About this task: Among the entries below, the lines from the one with "pinky mcp: (817, 806)" up to and including the one with "index dip: (252, 127)" are to be restated exactly, without pictures.

* * *

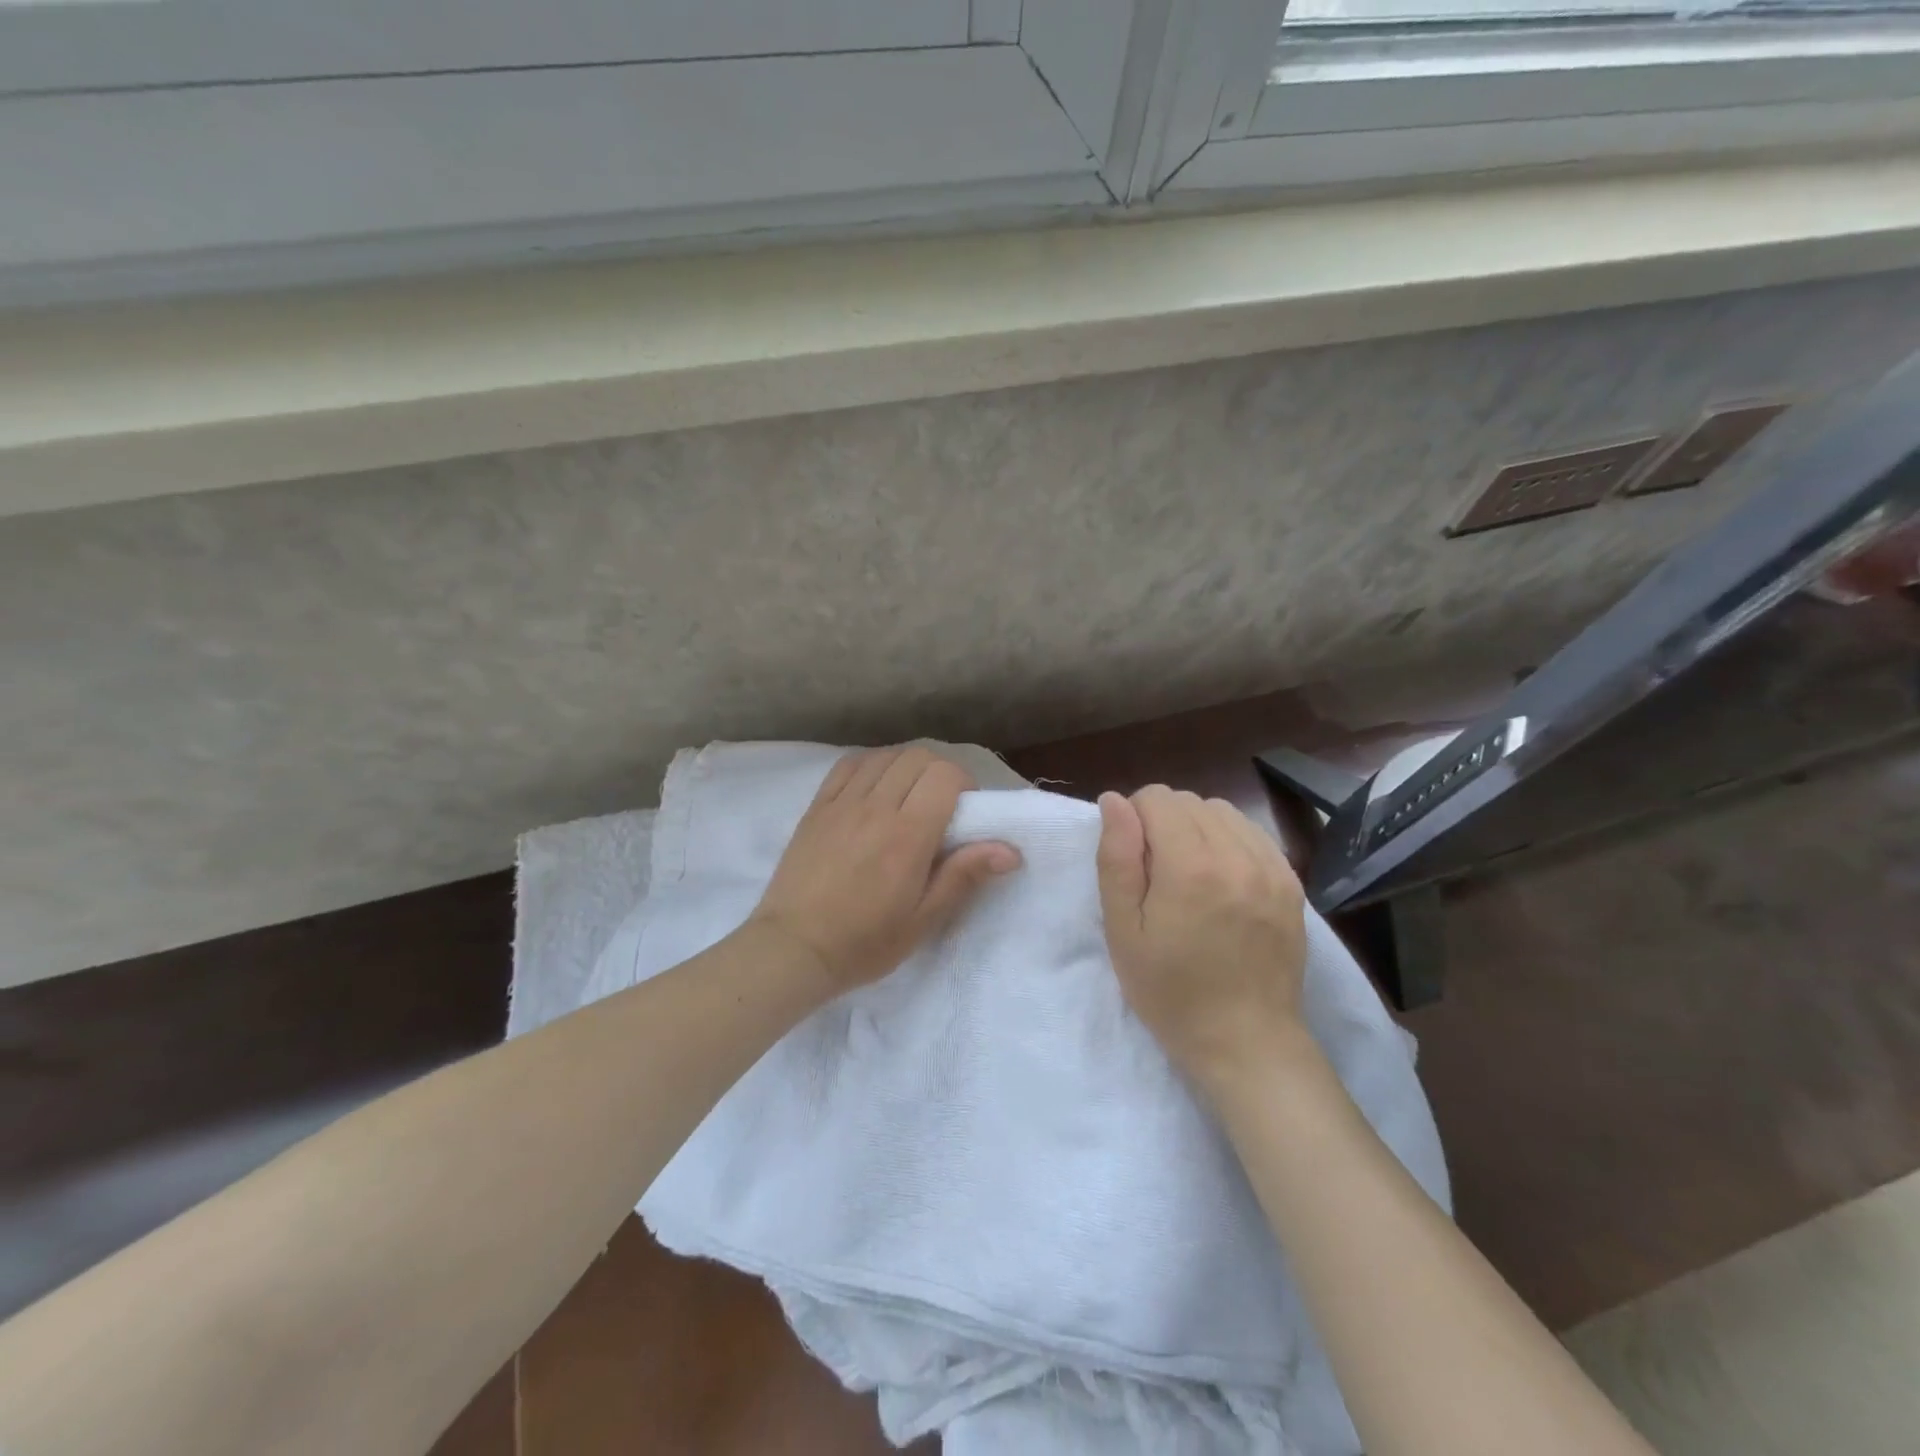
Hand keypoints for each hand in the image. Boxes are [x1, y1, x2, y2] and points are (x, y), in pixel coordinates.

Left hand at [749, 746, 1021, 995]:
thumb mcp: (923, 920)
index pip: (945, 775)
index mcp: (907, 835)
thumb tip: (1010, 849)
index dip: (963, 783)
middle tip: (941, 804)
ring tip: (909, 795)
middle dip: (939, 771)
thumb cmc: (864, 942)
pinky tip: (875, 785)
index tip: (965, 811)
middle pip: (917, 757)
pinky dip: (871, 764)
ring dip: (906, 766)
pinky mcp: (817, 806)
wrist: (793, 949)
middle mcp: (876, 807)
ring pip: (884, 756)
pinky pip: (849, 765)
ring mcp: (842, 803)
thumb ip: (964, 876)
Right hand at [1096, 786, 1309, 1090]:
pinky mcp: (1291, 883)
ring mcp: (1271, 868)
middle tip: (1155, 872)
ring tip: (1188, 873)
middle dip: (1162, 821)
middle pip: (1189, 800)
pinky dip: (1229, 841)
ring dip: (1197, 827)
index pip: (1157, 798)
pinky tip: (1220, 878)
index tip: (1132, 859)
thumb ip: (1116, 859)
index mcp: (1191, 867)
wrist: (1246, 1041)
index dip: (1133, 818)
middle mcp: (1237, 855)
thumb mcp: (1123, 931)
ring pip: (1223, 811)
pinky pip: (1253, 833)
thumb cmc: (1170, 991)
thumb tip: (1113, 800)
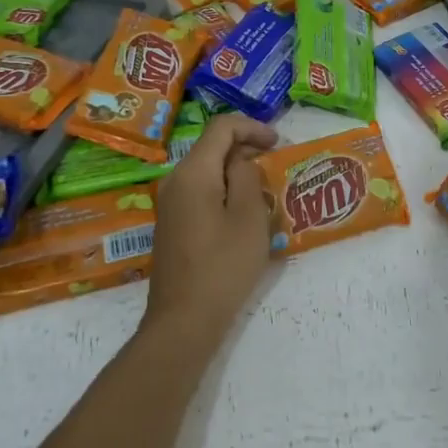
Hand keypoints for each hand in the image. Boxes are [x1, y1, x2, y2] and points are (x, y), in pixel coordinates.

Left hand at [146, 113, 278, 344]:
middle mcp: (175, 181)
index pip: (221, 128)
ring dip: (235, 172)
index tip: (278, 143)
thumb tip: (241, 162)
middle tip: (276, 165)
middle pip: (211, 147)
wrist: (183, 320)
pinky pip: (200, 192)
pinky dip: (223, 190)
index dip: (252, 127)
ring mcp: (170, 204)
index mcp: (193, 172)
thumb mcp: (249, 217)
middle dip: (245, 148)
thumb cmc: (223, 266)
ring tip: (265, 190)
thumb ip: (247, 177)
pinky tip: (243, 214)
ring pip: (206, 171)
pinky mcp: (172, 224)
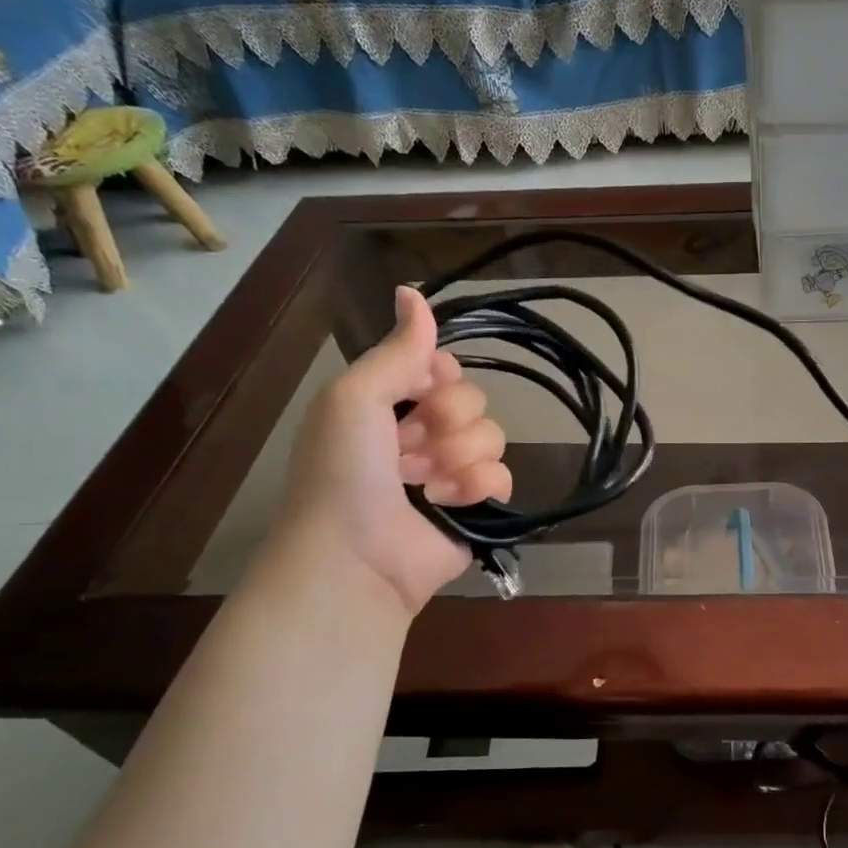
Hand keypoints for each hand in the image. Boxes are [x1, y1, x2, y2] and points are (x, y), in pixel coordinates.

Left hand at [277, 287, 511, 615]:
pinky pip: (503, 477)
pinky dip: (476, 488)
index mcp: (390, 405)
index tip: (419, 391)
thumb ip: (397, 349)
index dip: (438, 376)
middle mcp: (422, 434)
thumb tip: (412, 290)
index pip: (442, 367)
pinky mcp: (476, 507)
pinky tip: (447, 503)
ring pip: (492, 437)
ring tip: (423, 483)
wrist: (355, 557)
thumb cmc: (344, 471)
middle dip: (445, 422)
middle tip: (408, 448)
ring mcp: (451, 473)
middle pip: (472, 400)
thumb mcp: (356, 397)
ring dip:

* * *

Answer to the exercise:
pinky mcp: (817, 806)
wrist: (793, 949)
middle mcp: (876, 807)
ring pip: (884, 756)
pinky pip: (849, 765)
ring mcp: (842, 803)
thumb ip: (964, 876)
Right hand at [1096, 786, 1309, 1090]:
pinky mcp: (1291, 883)
ring mcp: (1271, 868)
middle tip: (1155, 872)
ring tip: (1188, 873)
middle dip: (1162, 821)
middle pip: (1189, 800)
pinky dip: (1229, 841)
ring dip: (1197, 827)
index pip: (1157, 798)
pinky tip: (1220, 878)
index tip: (1132, 859)
thumb ip: (1116, 859)
index mcp: (1191, 867)
wrist: (1246, 1041)
index dip: (1133, 818)
middle mcp: (1237, 855)
thumb mcp: (1123, 931)
ring pip: (1223, 811)
pinky pip: (1253, 833)
thumb cmc: (1170, 991)
thumb tip: (1113, 800)
Hand keypoints for each hand in the image. Boxes are [x1, y1, x2, y2] and points are (x, y), in pixel coordinates.

Left hand at [146, 113, 278, 344]:
middle mcp: (175, 181)
index pip: (221, 128)
ring dip: (235, 172)
index tip: (278, 143)
thumb tip: (241, 162)
middle tip: (276, 165)
middle pip: (211, 147)
wrist: (183, 320)
pinky pip: (200, 192)
pinky dip: (223, 190)
index dip: (252, 127)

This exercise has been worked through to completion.